Innovative wearable tech innovation set to help those with Parkinson’s Disease led by EIT Digital
There are estimated to be some 10 million people living with Parkinson’s Disease worldwide. Vital@home, an EIT Digital Innovation Activity, aims to help delay or prevent the deterioration of Parkinson’s symptoms and to maintain the quality of life for those with the disease.
The work aims to reduce the cost burdens on the social healthcare system by reducing hospital visits and the workload of care personnel.
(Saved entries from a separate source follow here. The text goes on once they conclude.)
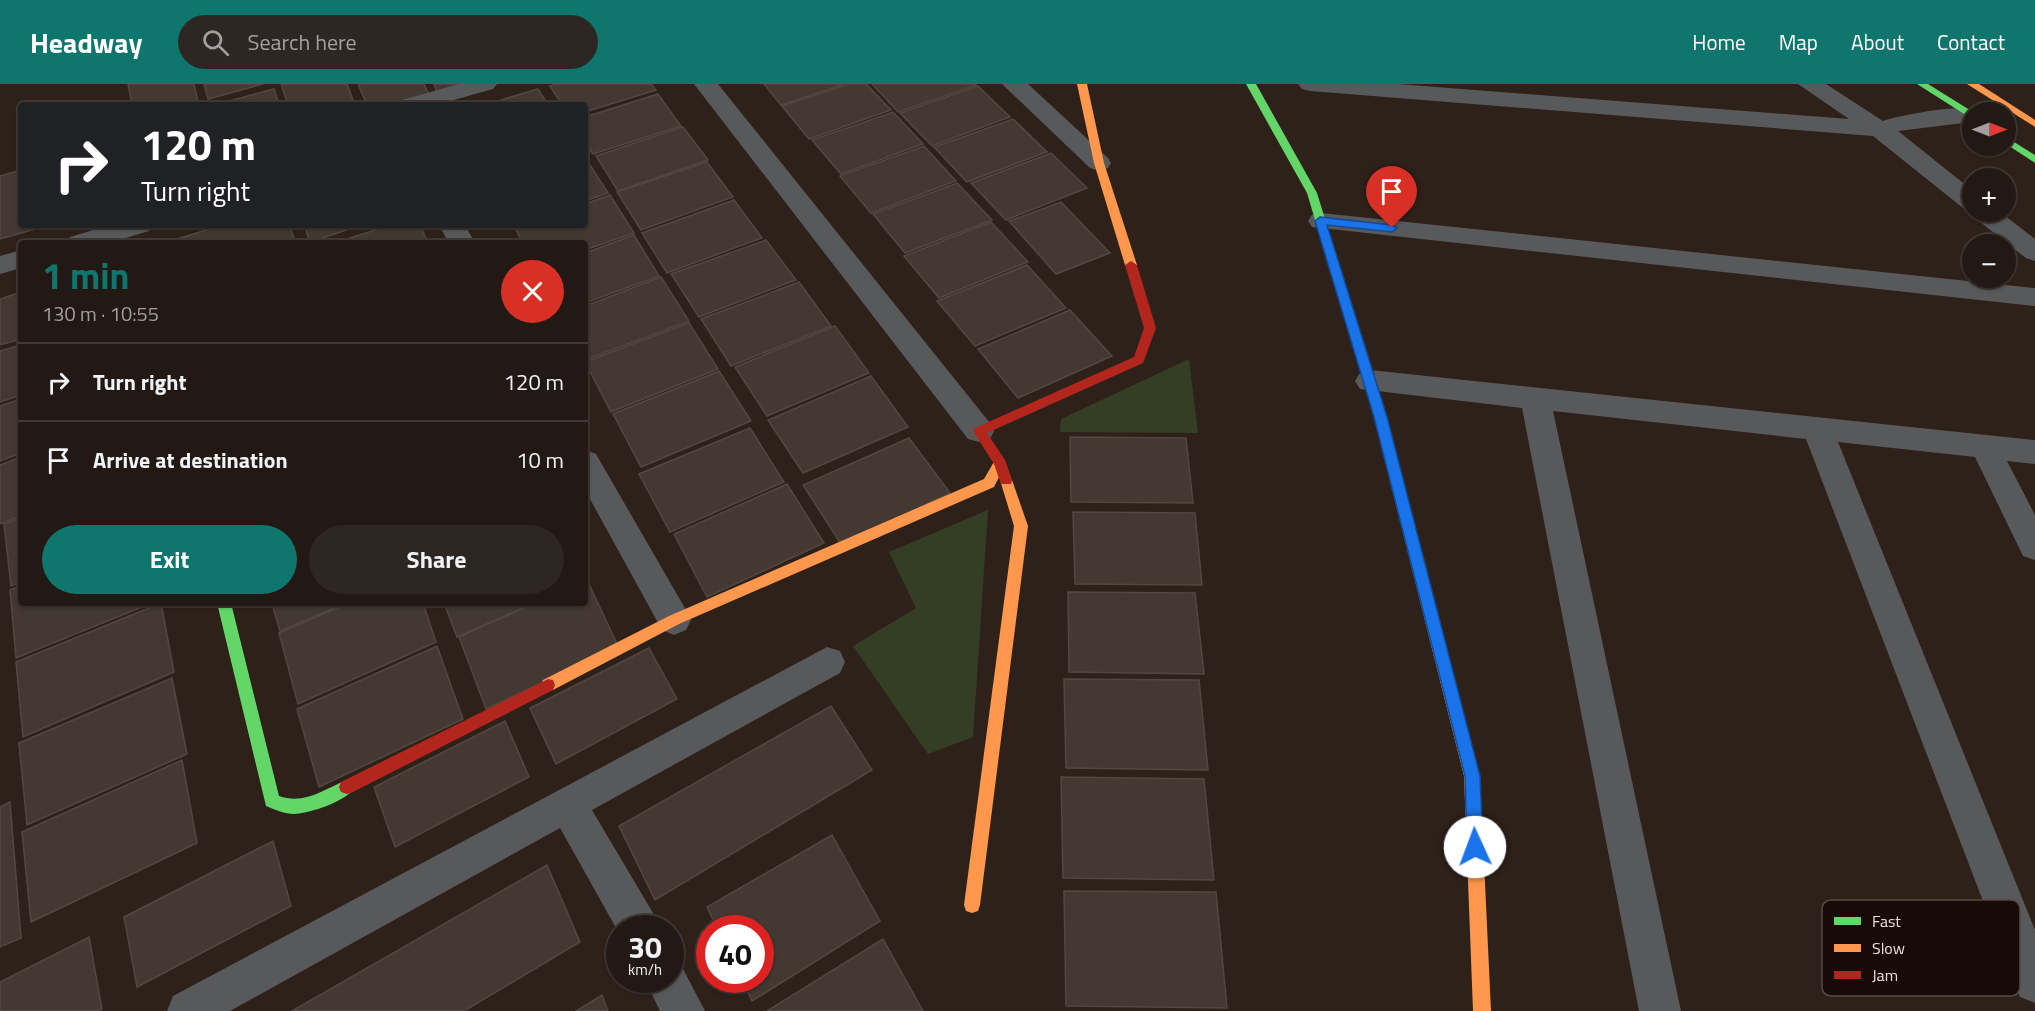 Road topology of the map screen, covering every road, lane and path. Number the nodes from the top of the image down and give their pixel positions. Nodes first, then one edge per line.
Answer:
1 (485, 84) edge
2 (706, 84) edge
3 (1014, 84) edge
4 (1082, 84) edge
5 (1251, 84) edge
6 (1310, 84) edge
7 (1810, 84) edge
8 (1922, 84) edge
9 (1972, 84) edge
10 (421, 102) edge
11 (1962, 109) edge
12 (1962, 116) edge
13 (2035, 124) edge
14 (1880, 129) junction
15 (2016, 147) edge
16 (2035, 160) edge
17 (1099, 163) junction
18 (1962, 194) edge
19 (1320, 221) junction
20 (1997, 222) edge
21 (137, 232) edge
22 (95, 240) edge
23 (2035, 252) edge
24 (18, 260) edge
25 (0, 265) edge
26 (2035, 297) edge
27 (1370, 381) junction
28 (1534, 399) junction
29 (1817, 429) junction
30 (979, 431) junction
31 (1985, 447) junction
32 (2035, 452) edge
33 (1000, 463) junction
34 (588, 467) edge
35 (2035, 547) edge
36 (225, 606) edge
37 (674, 620) junction
38 (827, 662) dead end
39 (567, 804) junction
40 (2003, 900) edge
41 (972, 905) dead end
42 (631, 915) edge
43 (2020, 944) edge
44 (2035, 982) edge
45 (674, 993) edge
46 (188, 1011) edge
47 (684, 1011) edge
48 (1482, 1011) edge
49 (1660, 1011) edge

1 - 10 street
2 - 30 street
3 - 17 street
4 - 17 street
5 - 19 street
6 - 14 street
7 - 14 street
8 - 11 street
9 - 13 street
12 - 14 street
14 - 18 street
15 - 16 street
17 - 30 street
19 - 26 street
19 - 27 street
20 - 23 street
21 - 22 street
24 - 25 street
27 - 28 street
27 - 48 street
28 - 29 street
28 - 49 street
29 - 31 street
29 - 40 street
30 - 33 street
31 - 32 street
31 - 35 street
33 - 37 street
33 - 41 street
34 - 37 street
36 - 37 street
38 - 39 street
39 - 42 street
39 - 46 street
43 - 44 street
45 - 47 street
Through the use of unobtrusive wearables, sensor-based disease symptom assessment will provide useful information enabling the optimisation of treatments and cutting the costs of managing the disease.
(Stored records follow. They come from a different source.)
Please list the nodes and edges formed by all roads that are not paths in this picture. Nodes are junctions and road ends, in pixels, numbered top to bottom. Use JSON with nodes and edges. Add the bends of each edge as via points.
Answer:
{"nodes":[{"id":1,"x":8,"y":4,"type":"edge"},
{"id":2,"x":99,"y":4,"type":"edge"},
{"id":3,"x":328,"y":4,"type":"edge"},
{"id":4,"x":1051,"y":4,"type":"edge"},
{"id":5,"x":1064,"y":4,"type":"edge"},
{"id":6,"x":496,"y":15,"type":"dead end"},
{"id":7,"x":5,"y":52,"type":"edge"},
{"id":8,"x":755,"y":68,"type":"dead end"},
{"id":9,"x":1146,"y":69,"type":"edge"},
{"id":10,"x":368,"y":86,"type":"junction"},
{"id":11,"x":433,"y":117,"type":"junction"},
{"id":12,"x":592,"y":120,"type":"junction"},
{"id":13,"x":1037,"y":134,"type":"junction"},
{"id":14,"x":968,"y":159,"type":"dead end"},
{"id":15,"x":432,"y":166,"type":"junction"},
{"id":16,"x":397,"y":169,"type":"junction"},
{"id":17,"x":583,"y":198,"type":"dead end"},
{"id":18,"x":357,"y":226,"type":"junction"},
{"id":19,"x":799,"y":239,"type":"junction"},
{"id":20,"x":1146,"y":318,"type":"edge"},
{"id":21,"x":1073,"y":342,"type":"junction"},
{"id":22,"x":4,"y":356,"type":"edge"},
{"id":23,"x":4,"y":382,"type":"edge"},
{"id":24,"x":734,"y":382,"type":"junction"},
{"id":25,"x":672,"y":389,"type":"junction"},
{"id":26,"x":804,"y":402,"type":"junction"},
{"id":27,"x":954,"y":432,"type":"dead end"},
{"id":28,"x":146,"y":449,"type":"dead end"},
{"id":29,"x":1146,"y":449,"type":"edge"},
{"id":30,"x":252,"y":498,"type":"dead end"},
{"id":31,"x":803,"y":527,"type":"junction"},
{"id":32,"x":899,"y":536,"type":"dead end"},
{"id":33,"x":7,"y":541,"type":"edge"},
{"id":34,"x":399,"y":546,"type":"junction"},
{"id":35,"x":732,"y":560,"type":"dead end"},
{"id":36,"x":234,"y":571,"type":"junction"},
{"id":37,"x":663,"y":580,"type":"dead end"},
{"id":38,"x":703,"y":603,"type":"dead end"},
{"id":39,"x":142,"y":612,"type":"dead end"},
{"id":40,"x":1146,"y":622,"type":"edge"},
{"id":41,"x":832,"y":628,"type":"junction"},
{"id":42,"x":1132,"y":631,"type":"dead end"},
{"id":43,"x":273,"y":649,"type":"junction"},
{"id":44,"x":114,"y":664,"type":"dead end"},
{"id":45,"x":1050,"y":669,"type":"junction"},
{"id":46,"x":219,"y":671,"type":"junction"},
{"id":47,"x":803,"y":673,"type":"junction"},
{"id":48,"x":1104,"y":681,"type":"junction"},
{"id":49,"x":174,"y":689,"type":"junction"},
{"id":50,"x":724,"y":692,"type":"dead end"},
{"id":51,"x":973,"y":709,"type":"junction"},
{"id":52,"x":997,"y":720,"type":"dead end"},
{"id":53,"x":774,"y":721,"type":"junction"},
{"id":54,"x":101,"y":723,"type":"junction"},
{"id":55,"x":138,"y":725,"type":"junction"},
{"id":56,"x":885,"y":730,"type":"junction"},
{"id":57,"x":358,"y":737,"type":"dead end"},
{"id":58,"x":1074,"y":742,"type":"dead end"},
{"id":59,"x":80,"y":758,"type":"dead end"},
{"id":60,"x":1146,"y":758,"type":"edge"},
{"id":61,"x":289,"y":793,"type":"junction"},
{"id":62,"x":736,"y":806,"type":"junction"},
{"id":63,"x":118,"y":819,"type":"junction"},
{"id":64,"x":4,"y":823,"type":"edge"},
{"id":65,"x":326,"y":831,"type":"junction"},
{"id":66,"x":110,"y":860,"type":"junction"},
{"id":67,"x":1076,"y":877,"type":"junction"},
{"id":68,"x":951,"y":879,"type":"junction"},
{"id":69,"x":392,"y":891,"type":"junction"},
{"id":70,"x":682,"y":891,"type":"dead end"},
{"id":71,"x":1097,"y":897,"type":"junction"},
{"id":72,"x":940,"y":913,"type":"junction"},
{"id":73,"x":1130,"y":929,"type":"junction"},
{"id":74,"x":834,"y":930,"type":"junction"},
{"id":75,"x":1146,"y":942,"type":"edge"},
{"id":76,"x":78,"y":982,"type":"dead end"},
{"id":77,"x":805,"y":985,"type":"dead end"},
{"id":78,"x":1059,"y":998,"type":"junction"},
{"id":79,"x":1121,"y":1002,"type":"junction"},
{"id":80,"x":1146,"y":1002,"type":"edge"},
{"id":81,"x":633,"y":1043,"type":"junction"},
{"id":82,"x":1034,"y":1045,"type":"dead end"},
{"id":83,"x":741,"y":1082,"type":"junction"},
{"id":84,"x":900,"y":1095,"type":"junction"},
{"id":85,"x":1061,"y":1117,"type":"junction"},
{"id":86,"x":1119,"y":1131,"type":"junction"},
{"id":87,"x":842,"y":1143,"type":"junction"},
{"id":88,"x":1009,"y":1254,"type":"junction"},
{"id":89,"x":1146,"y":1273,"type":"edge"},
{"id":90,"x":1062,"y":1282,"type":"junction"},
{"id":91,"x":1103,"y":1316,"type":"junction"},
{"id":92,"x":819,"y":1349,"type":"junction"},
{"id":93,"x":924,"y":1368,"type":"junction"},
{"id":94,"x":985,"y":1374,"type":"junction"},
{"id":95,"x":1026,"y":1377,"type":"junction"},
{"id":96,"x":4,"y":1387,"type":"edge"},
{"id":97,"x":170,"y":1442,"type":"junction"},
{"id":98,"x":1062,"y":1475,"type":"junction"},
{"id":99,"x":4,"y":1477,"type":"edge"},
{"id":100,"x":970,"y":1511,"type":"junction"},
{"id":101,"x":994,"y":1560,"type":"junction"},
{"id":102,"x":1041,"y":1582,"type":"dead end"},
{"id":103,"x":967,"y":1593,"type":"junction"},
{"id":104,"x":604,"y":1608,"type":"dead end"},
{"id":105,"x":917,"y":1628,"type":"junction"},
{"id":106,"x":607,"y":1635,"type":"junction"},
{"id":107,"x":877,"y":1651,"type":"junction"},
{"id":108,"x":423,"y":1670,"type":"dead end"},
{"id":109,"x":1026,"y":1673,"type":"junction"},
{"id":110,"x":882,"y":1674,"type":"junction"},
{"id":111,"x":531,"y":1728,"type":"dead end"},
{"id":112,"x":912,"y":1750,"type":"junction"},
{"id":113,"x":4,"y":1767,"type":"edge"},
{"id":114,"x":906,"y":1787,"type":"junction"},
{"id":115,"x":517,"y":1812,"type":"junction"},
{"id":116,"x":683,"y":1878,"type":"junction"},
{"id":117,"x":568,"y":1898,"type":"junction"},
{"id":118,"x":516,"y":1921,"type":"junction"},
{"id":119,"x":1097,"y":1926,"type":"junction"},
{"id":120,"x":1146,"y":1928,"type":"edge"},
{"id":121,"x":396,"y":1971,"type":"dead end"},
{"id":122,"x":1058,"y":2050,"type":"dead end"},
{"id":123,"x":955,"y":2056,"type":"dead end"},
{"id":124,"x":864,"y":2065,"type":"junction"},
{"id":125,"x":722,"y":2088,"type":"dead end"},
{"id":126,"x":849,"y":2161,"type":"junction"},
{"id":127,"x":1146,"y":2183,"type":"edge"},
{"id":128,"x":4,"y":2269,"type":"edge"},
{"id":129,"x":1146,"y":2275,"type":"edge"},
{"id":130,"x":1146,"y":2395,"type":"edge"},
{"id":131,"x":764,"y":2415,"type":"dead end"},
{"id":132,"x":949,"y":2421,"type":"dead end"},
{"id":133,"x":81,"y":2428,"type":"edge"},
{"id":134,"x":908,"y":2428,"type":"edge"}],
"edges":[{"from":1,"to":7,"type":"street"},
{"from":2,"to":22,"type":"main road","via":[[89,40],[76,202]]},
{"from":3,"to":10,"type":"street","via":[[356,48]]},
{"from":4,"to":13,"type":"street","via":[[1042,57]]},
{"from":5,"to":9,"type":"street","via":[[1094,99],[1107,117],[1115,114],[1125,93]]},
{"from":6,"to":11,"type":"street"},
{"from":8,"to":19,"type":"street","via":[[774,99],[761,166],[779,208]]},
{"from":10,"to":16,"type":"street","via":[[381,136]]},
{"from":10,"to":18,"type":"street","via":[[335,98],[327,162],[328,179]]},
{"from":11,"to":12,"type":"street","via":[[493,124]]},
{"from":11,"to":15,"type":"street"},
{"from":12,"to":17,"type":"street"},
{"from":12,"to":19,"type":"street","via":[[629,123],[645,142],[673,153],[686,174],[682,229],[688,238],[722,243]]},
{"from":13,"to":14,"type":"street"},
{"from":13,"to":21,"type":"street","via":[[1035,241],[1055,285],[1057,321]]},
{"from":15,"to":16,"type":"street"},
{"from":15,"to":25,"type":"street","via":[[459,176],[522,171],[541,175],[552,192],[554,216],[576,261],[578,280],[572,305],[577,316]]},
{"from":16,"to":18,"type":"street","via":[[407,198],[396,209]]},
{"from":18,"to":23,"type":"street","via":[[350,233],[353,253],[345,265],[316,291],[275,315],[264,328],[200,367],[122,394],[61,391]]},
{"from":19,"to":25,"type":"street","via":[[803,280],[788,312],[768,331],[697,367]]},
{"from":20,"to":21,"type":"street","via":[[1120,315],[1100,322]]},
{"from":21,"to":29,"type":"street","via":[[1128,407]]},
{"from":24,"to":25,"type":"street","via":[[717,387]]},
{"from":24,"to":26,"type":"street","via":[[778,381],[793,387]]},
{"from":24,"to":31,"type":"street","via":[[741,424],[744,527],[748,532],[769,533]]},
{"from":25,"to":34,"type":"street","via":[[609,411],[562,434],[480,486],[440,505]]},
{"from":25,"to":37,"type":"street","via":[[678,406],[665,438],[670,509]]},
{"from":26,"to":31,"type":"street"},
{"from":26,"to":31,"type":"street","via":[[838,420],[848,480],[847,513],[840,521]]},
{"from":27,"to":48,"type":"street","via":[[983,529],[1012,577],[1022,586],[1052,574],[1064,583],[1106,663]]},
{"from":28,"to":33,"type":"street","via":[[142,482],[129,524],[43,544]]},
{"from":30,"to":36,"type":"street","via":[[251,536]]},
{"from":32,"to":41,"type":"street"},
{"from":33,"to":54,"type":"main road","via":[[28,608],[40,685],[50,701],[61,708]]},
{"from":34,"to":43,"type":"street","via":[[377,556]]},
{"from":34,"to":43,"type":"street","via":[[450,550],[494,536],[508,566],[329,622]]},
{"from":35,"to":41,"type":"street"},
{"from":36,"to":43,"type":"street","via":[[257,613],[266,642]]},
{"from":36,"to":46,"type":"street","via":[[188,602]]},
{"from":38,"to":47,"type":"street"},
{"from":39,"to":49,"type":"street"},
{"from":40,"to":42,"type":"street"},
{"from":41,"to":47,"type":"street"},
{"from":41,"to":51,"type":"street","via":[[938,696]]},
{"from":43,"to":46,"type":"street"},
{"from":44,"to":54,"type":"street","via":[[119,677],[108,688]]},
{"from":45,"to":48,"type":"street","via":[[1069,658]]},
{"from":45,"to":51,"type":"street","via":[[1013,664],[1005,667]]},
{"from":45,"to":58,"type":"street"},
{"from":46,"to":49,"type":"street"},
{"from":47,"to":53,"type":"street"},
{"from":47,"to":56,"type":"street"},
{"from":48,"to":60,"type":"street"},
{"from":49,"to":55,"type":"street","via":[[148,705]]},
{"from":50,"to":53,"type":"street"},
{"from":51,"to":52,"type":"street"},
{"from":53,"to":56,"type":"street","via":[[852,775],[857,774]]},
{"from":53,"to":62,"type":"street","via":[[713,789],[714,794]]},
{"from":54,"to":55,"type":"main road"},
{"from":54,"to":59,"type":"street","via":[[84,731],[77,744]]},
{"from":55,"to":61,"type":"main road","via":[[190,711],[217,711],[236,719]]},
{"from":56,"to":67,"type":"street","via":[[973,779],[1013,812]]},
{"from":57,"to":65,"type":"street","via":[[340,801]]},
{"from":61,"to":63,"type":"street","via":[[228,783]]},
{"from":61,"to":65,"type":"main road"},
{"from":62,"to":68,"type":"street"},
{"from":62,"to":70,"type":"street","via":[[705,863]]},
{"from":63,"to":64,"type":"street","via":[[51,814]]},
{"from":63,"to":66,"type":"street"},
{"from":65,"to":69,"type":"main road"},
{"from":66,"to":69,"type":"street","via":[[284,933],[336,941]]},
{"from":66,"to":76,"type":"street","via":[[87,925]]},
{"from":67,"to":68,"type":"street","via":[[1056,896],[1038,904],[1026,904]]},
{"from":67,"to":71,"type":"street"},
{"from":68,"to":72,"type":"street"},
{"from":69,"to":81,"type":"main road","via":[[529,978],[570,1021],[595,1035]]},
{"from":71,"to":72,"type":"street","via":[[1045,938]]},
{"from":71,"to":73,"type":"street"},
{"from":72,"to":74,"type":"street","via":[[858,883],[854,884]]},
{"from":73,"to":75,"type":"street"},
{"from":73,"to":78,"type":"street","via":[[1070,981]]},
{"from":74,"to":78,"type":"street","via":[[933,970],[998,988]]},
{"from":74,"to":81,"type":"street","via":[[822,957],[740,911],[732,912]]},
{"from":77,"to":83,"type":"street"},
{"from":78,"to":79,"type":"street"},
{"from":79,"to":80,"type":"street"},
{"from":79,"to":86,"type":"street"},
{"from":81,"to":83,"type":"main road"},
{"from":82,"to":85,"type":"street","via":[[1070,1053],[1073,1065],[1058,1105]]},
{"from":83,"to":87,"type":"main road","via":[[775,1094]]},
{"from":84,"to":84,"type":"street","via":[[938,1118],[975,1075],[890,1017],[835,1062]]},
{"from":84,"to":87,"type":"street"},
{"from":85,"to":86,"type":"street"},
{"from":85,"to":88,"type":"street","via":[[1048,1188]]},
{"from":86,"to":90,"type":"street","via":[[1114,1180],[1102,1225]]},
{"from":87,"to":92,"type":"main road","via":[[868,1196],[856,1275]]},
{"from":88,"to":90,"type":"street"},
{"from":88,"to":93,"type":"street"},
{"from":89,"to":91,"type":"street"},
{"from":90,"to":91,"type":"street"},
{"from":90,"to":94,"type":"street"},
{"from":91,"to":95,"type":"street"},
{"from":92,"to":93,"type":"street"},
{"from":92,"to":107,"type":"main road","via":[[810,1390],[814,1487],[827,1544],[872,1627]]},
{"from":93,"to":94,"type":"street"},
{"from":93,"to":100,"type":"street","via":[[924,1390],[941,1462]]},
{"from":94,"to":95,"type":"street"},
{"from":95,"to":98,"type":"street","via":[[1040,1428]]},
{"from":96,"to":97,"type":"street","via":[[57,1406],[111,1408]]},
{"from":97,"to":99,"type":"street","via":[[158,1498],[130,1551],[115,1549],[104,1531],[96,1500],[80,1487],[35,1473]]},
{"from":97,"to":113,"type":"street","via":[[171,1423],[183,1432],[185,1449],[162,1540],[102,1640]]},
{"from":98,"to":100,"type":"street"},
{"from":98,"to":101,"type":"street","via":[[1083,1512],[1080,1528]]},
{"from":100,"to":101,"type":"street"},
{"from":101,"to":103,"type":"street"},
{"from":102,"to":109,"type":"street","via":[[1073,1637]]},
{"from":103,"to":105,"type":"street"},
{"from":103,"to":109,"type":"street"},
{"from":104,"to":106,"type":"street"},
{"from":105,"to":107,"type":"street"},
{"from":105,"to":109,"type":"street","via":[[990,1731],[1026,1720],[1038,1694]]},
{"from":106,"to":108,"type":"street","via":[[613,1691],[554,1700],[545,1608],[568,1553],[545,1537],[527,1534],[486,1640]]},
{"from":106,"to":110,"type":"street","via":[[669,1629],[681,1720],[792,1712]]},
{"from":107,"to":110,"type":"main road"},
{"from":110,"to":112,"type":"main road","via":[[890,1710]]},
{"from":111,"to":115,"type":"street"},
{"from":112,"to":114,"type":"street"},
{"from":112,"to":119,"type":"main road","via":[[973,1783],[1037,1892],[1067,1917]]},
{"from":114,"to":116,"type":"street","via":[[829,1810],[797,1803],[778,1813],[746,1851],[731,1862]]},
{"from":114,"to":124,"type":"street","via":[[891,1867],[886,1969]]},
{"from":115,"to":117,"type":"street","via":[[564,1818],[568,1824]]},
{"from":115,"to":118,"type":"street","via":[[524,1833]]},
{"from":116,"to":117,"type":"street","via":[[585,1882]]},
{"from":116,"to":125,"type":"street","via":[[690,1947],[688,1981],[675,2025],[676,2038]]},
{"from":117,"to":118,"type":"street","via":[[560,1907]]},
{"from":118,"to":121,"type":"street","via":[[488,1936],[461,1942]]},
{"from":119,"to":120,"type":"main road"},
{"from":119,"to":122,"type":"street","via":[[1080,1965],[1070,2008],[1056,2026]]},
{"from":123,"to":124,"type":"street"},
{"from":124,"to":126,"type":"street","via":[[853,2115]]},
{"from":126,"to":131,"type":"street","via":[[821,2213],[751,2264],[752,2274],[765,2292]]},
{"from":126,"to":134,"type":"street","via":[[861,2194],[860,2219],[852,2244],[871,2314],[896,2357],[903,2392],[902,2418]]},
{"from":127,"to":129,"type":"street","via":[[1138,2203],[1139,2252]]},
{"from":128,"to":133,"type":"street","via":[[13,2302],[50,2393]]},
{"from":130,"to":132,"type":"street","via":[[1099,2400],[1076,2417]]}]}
Heribert Baldus, activity lead from Philips Research explained:Â “Parkinson’s patients suffer from movement disorders and need long-term disease management and treatment.
Clinical professionals often lack objective and accurate assessments of the disease’s progression because it’s often based on incidental hospital visits. Innovative and optimised health data sources can provide a much more informed basis for improved disease management.”
The solution consists of wearable sensors integrated in a cloud-based application to provide objective and continuous movement assessments of Parkinson’s Disease patients, based on which optimal individualised disease management can be provided.
The Vital@Home Innovation Activity forms part of EIT Digital’s Digital Wellbeing Action Line. The work is being led by Philips and includes subgrantees such as RadboudUMC (subgrant via Philips), TU Berlin, Curamatik (subgrant via TU Berlin) and UCL London.
EIT Digital seeks to generate significant innovations from top European research. As such, we focus our investments on a limited number of innovation areas known as Innovation Action Lines, that we have selected with respect to their European relevance and leadership potential.
Each Innovation Action Line comprises a portfolio of activities including:
- open innovation activities carried out by the EIT Digital Partners, and
- fast-growing technology startups that are ready to scale commercially.
Our innovation activities deliver new products or services, create startups and spinoffs to commercialise outputs from projects, and encourage the transfer of technologies for market entry.
The Digital Wellbeing Action Line leverages digital technologies to stay healthy (prevention and early detection) or cope with an existing chronic condition. Both physical and mental wellbeing are considered.
The solutions generally rely on enabling consumers to be well-informed about their wellbeing and to be able to use digital instrumentation to monitor and improve their quality of life, according to the motto “an ounce of prevention is worth at least a pound of cure”.